Элис обернулась и окинула взглядом крытую галерею. В кружевной тени стояли два человека. Женщина в белом балахоне, лицо которой напоминало раздутый кусок пористой пемзы, какой можно найти на морском берегу. В руке она держала нож, тонкий и длинный. Она содрогалась и то и дело тыкала ножом себе в ногу, отчего на балахоне образовалась дыра и по ткани расползлось кровавое пятно. На шее у женщины была веревка, затянутая сложным узлом, при виде которой Элис затрепетала. Рядом с женщиной стоял мальчик лет двенадцати, судя по внешности, из отряда данов. У него были помертвевшие глаза, и по лицу текла кровь из двух маленьких ранок на щеке. Мальчик взял ведьму за руку и вывел на светлое место, где Элис отчетливо увидела ее.

— Здесь мои воины. Они схватят тебя, ведьма, — пригрозила Элис.

Еще один символ встрепенулся в сознании Элис: две вертикальные черты, соединенные между собой буквой X. Она ощутила холод иного рода, иной свет. То был знак нового дня, откровения, ясности. Элис знала, что он живет внутри чародейки. Символ вспыхнул, словно солнечный луч, вырвавшийся из темноты, а затем снова пропал, унесся из монастыря в поток лунного света.

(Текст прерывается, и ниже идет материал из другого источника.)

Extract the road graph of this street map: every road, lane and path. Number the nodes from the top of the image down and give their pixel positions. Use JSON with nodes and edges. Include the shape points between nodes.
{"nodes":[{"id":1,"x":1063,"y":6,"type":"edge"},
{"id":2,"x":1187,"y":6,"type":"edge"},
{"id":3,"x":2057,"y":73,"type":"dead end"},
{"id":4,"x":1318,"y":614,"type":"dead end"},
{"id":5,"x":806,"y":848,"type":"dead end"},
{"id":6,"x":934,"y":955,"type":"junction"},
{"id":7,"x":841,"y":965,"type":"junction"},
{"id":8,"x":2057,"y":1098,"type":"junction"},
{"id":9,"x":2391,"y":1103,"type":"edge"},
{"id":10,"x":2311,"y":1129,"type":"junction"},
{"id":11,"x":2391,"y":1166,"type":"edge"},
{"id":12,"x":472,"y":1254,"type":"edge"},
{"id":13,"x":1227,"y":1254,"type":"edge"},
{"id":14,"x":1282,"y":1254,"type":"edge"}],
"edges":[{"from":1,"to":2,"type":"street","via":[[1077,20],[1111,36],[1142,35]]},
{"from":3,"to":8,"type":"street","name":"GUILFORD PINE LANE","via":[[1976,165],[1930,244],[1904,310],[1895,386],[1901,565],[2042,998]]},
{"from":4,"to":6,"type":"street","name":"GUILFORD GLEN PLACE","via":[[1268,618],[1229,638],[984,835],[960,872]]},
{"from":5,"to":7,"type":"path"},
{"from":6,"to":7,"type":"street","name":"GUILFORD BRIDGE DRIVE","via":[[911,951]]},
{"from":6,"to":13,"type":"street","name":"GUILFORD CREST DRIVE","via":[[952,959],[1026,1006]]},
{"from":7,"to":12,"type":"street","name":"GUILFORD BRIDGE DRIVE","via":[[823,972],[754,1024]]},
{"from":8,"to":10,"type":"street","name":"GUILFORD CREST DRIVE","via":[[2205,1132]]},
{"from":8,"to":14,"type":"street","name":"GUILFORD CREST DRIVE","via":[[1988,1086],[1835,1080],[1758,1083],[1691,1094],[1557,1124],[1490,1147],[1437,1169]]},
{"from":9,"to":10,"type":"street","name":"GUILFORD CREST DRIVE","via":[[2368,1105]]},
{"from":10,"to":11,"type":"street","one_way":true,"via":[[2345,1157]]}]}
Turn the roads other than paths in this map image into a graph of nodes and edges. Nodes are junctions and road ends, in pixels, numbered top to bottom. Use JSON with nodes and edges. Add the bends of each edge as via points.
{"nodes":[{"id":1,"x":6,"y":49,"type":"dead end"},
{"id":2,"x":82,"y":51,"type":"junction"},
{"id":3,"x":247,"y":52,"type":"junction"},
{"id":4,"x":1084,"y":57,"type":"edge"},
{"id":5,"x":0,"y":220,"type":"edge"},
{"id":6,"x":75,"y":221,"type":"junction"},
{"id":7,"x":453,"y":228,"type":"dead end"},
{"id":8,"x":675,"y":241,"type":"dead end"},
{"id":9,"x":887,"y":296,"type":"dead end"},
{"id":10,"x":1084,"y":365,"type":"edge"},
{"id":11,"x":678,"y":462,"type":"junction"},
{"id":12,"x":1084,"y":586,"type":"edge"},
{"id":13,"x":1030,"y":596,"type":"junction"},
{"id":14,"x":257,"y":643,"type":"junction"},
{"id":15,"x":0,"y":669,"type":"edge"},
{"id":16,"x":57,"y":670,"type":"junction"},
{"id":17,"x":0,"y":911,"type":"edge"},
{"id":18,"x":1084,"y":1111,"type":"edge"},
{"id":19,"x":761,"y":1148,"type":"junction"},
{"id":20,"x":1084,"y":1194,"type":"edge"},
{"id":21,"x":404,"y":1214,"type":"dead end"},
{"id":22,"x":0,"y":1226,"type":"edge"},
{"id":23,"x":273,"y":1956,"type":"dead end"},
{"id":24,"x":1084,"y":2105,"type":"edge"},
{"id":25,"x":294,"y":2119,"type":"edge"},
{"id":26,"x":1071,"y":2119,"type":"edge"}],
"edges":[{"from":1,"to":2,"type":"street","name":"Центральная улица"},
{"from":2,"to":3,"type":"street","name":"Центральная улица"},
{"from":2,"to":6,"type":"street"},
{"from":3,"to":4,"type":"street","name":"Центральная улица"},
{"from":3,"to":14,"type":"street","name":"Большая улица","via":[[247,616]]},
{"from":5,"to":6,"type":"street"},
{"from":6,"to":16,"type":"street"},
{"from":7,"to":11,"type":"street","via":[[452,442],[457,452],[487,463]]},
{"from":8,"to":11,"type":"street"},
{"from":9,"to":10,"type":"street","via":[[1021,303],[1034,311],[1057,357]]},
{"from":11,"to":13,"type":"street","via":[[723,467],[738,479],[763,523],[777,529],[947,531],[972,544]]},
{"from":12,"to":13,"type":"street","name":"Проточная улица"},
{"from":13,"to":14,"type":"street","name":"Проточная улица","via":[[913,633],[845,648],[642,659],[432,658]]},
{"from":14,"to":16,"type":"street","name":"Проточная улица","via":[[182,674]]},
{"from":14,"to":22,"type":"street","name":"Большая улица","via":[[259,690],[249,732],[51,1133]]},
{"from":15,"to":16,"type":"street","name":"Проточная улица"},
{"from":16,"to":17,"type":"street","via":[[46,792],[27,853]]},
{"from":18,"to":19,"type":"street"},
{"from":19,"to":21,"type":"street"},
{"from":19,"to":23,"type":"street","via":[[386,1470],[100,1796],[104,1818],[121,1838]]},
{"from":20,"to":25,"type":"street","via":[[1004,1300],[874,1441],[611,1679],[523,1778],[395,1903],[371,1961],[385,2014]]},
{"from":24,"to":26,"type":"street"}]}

Элис закричала. Вокруг нее лежали тела франков в самых немыслимых позах: некоторые уткнулись лицами в землю, некоторые смотрели в небеса, руки их были широко раскинуты в стороны, словно в обращенной к звездам мольбе. Символы, живущие в Элис, кажется, усилили ее восприимчивость; она поняла, что цвета, окутывавшие воинов, ночная музыка, льющаяся из них, были цветами и музыкой не смерти, но сна. Она знала, что воины зачарованы, но живы.

— Кто ты такая? — услышала Элис собственный вопрос.

Ведьма склонила голову.

— Ты, — сказала она. — Я — это ты.

— Это глупость какая-то, ведьма.

— Мы с тобой куски разбитой вазы. Но вазу можно склеить.

— Ты мой враг.

— Да. Я нанесла тебе удар. Но от этого нет пользы. Я не могу уничтожить тебя, а ты не можешь уничтожить меня.

— Тогда почему ты дрожишь?

— Потому что знаю о приближении смерти.

— Чьей смерти?

— Твоей и моей.

— Я не умру. Не от твоей руки и не от рук твоих приспешников.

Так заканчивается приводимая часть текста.